In an industry that, essentially, often makes its fortunes off the back of this fantasia of womanhood, it was a resoundingly powerful statement to make: “a slap in the face to his industry” wrote critic Eric Wilson in his show review for The New York Times. It is a theme that has become increasingly familiar within fashion – whether explored through Jeremy Scott’s McDonald’s Moschino or John Galliano’s Birkin-esque bags at Maison Margiela – but, as much as McQueen’s was a comment on the absurdity of capitalism in the year following the collapse of Lehman Brothers, it was equally a painstakingly beautiful collection of clothing that celebrated the McQueen archive. It was both witty commentary on consumerism and a hauntingly appropriate retrospective considering the death of the brand’s founder the following year; here, we explore what made it just so fantastic.
The Show
The invitation for the show – which depicted a model positioned and lit like a Dutch Old Master but wearing a plastic bag on her head – was an apt clue for the subsequent staging at Palais Omnisports de Paris-Bercy. “Everything but the kitchen sink” was the subtitle to the collection but, in fact, even the kitchen sink made its way into the piles of rubbish that decorated the centre of the runway, sitting amidst old televisions and props recycled from previous shows. “I think people will look back at it and know that we were living through a recession when I designed it,” said McQueen at the time. “That we got to this point because of rampant, indiscriminate consumption.”
The People
A roll-call of names from Racquel Zimmerman to Karlie Kloss were transformed into beautiful monsters: their hair in Coke can rollers, their mouths transformed into bloodied, exaggerated pouts apparently inspired by Terry Gilliam’s Brazil (but with a heavy dose of Leigh Bowery). As models walked upon a catwalk made of cracked mirrors, some paused to give stiff little bows; some cast exaggerated poses; some (like Anastasija Kondratjeva) contorted their faces into nightmarish smiles made grotesque by their makeup. Howling wolves sounded over the thumping beats of the soundtrack which, as the last girls came out, turned into a singular beeping that eventually flatlined. It was the dramatic, haunting beauty that McQueen was renowned for.
The Impact
The collection was divisive: Sarah Mower described "heated arguments that broke out afterwards," some finding McQueen's theatricality misogynistic, some thrilling. A few critics found his resuscitation of old styles – both his own, and a history of fashion's – a little passé; some saw his politics as hypocritical and perhaps overwrought. However, none denied the power of the show's impact and, as Nick Waplington's exhibition Working Process at the Tate Britain earlier this year proved, both the collection itself and the images Waplington captured of its construction have proven themselves iconic.

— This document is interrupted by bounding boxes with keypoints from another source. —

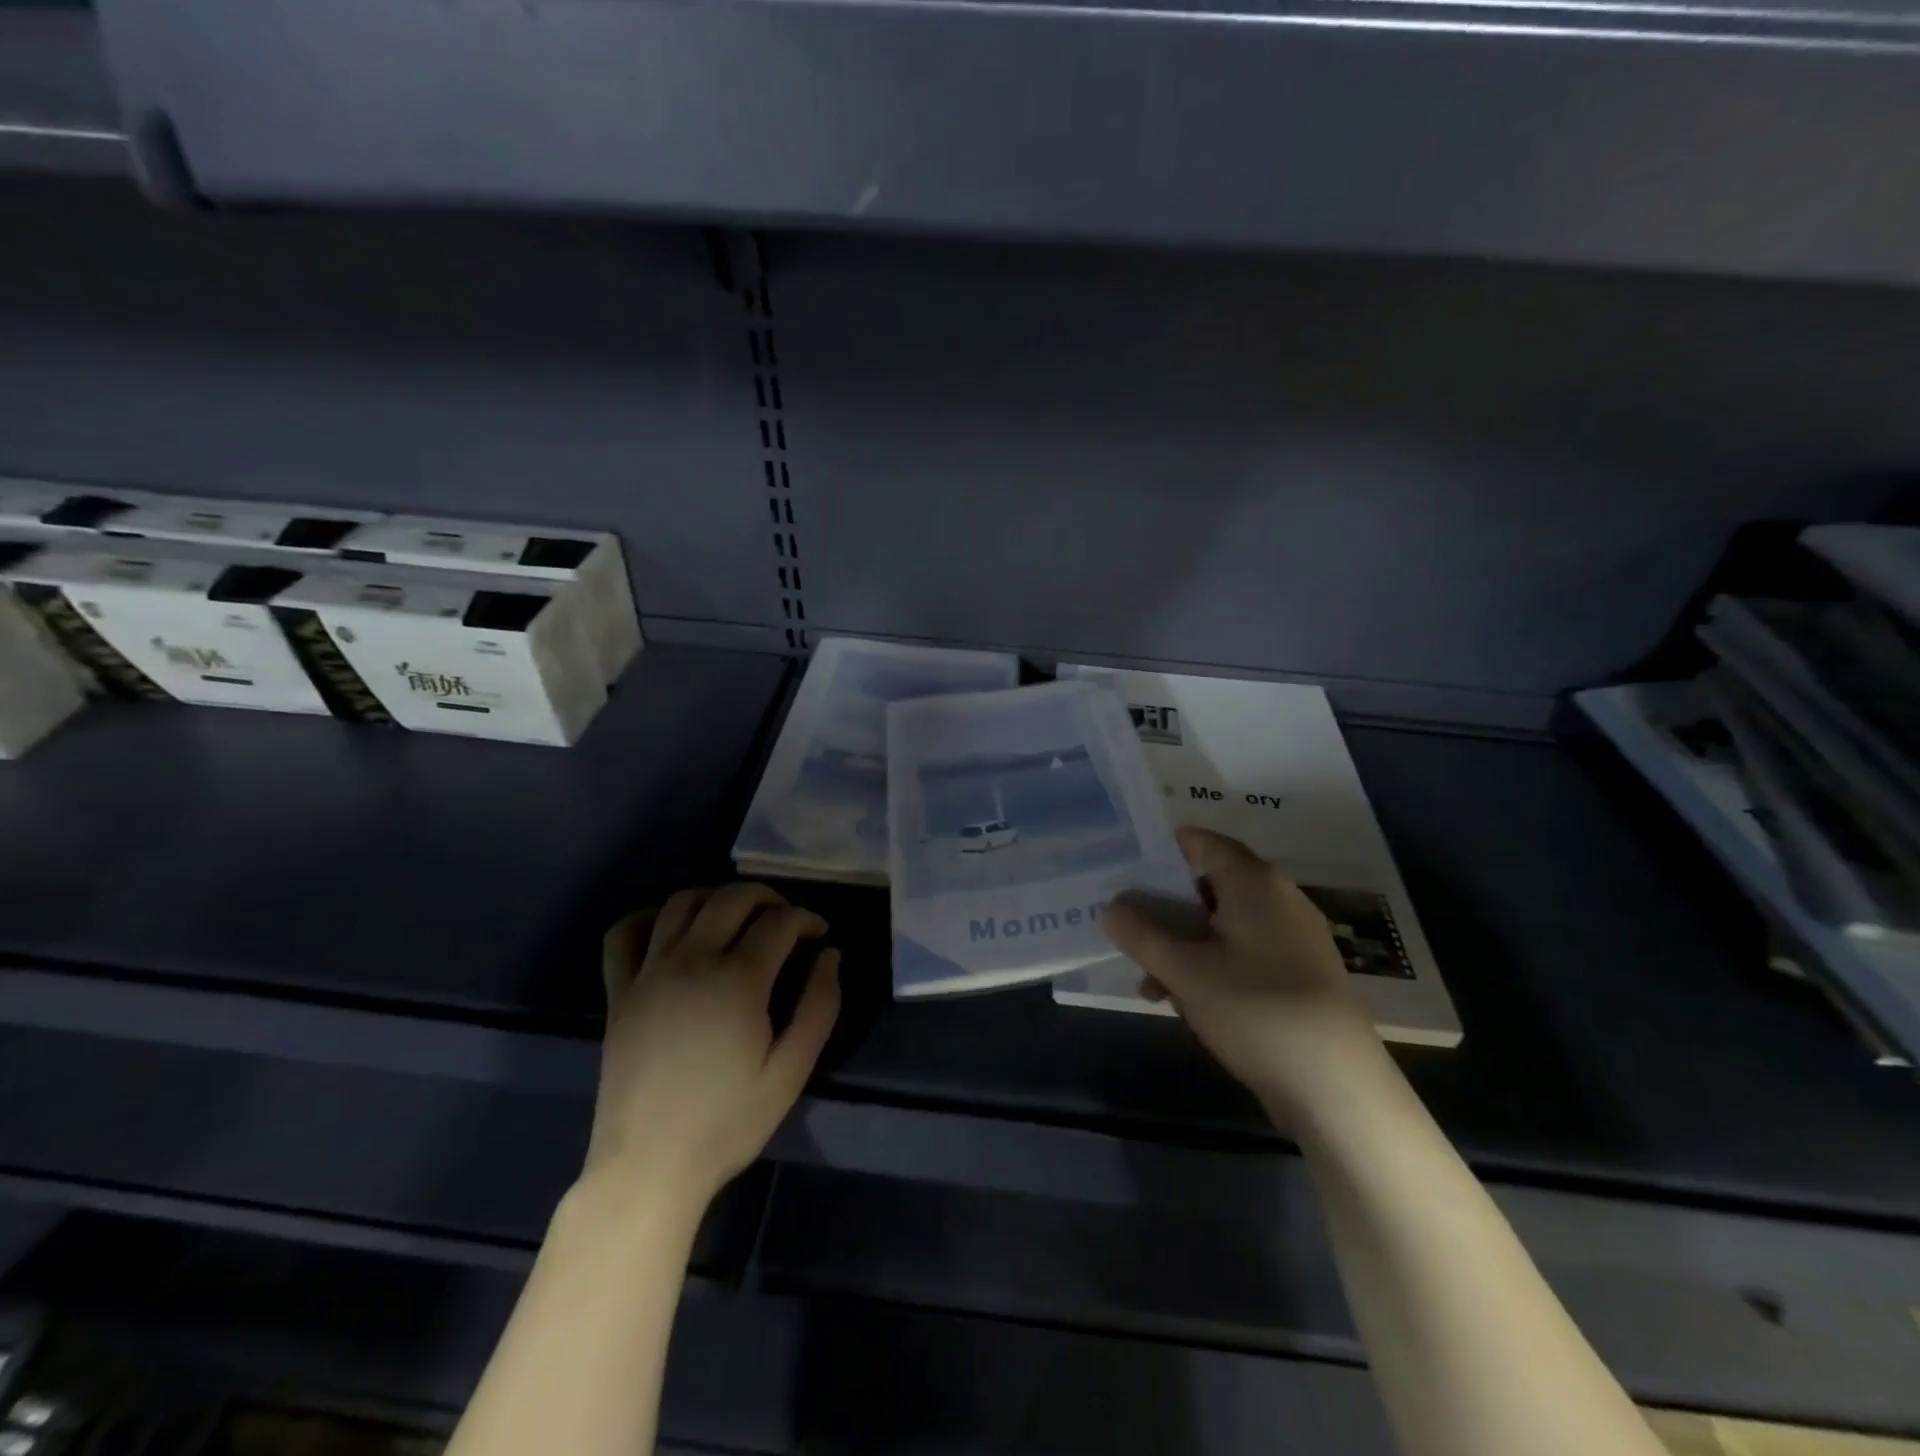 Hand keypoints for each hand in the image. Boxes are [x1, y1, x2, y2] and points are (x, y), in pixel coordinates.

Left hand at [584, 884, 840, 1210]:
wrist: (649, 1166)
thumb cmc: (727, 1122)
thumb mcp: (791, 1071)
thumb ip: (819, 1007)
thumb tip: (830, 956)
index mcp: (737, 980)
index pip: (779, 922)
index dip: (807, 919)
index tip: (821, 935)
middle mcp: (691, 961)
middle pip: (731, 898)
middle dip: (767, 897)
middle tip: (786, 919)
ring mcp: (649, 973)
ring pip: (681, 903)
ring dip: (716, 897)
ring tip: (736, 917)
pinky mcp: (619, 992)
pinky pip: (625, 934)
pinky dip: (650, 917)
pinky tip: (672, 930)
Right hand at [1100, 828, 1385, 1128]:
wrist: (1337, 1087)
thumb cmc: (1255, 1009)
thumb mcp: (1184, 971)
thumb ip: (1141, 935)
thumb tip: (1109, 908)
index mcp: (1253, 881)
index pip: (1198, 842)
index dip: (1158, 853)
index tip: (1122, 874)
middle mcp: (1277, 897)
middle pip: (1206, 886)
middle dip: (1164, 912)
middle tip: (1128, 935)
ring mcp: (1293, 937)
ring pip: (1221, 925)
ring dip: (1183, 947)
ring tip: (1152, 987)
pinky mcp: (1299, 973)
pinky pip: (1243, 953)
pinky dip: (1212, 966)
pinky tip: (1189, 1004) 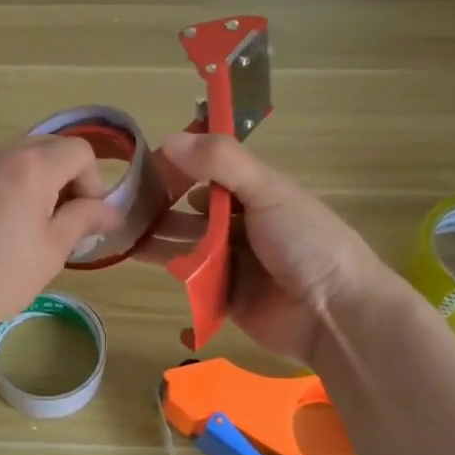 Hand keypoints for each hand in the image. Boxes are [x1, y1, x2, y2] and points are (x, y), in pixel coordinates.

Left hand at [0, 137, 122, 350]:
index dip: (92, 184)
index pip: (80, 151)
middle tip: (61, 224)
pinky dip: (9, 189)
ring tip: (29, 230)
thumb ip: (83, 220)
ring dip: (37, 184)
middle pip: (49, 148)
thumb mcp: (51, 251)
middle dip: (66, 180)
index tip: (83, 220)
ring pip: (19, 159)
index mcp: (30, 166)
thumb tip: (111, 210)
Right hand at [135, 132, 398, 366]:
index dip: (177, 167)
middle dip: (159, 206)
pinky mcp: (224, 297)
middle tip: (119, 206)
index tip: (141, 168)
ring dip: (156, 238)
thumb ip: (221, 162)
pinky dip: (168, 271)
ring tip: (118, 233)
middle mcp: (243, 224)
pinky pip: (190, 281)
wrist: (335, 315)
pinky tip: (135, 261)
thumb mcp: (268, 190)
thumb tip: (168, 140)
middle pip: (191, 210)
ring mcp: (233, 262)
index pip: (208, 171)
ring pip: (186, 244)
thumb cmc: (306, 242)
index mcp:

The direct aesthetic responses to the collection – Lady Gaga's music video Telephone, for example, which saw Nicola Formichetti style Gaga's hair in Coke-can rollers – are multiplicitous. But, as ever, perhaps the most resonant impact of McQueen's Horn of Plenty is its ability to capture the brutal ugliness of human nature and transform it into something extravagantly beautiful; sculpting material that resembled a bin liner into elegant Victoriana, clingfilm plastic into perfectly formed headpieces by Philip Treacy. Impeccably executed tailoring sat alongside political commentary that seems more relevant now than ever (the breakneck speed of fashion has only increased since Lee passed) and The Horn of Plenty has proven itself over the past years to be a collection without a sell-by-date: one which epitomises McQueen's inimitable ability to turn trash into treasure.